▶ Task
An exact reproduction of the records is required, with all pictures omitted.

▶ Data for analysis
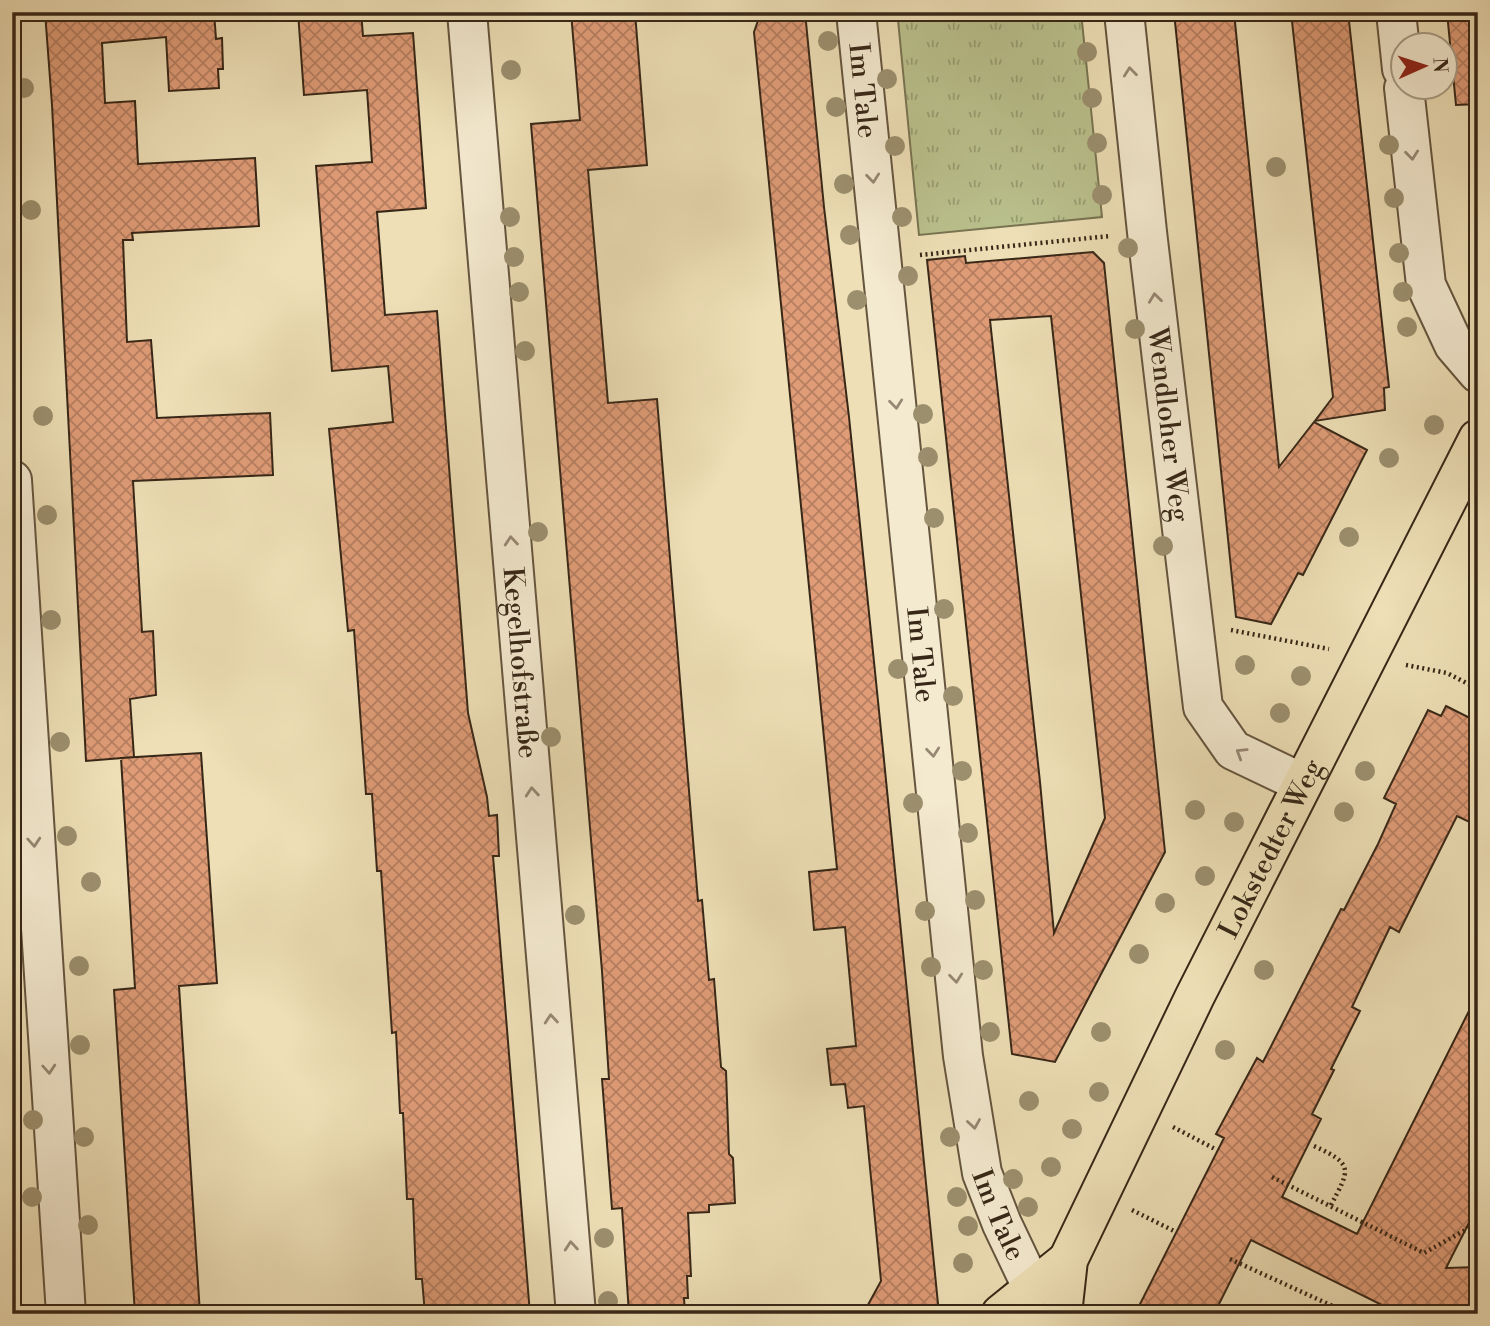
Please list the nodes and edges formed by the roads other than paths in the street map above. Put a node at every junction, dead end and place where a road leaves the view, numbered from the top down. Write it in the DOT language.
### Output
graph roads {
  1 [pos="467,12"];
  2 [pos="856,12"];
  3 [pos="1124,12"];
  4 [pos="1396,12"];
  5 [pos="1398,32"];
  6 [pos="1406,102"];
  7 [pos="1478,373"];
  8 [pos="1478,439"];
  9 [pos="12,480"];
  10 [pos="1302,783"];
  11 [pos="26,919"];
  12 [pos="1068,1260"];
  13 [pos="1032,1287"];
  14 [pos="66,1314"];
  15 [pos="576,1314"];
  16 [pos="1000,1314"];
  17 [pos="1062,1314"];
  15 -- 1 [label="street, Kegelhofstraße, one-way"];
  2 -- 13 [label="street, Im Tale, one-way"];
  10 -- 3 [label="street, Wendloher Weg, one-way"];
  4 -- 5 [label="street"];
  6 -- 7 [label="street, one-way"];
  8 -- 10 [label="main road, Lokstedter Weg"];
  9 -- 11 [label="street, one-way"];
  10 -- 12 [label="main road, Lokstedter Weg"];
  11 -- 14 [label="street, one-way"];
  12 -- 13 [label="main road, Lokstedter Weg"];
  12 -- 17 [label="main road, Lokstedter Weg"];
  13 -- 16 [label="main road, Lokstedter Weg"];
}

▶ Written response
Please list the nodes and edges formed by the roads other than paths in the street map above. Put a node at every junction, dead end and place where a road leaves the view, numbered from the top down. Write it in the DOT language.
### Output
graph roads {
  1 [pos="467,12"];
  2 [pos="856,12"];
  3 [pos="1124,12"];
  4 [pos="1396,12"];
  5 [pos="1398,32"];
  6 [pos="1406,102"];
  7 [pos="1478,373"];
  8 [pos="1478,439"];
  9 [pos="12,480"];
  10 [pos="1302,783"];
  11 [pos="26,919"];
  12 [pos="1068,1260"];
  13 [pos="1032,1287"];
  14 [pos="66,1314"];
  15 [pos="576,1314"];
  16 [pos="1000,1314"];
  17 [pos="1062,1314"];
  15 -- 1 [label="street, Kegelhofstraße, one-way"];
  2 -- 13 [label="street, Im Tale, one-way"];
  10 -- 3 [label="street, Wendloher Weg, one-way"];
  4 -- 5 [label="street"];
  6 -- 7 [label="street, one-way"];
  8 -- 10 [label="main road, Lokstedter Weg"];
  9 -- 11 [label="street, one-way"];
  10 -- 12 [label="main road, Lokstedter Weg"];
  11 -- 14 [label="street, one-way"];
  12 -- 13 [label="main road, Lokstedter Weg"];
  12 -- 17 [label="main road, Lokstedter Weg"];
  13 -- 16 [label="main road, Lokstedter Weg"];
}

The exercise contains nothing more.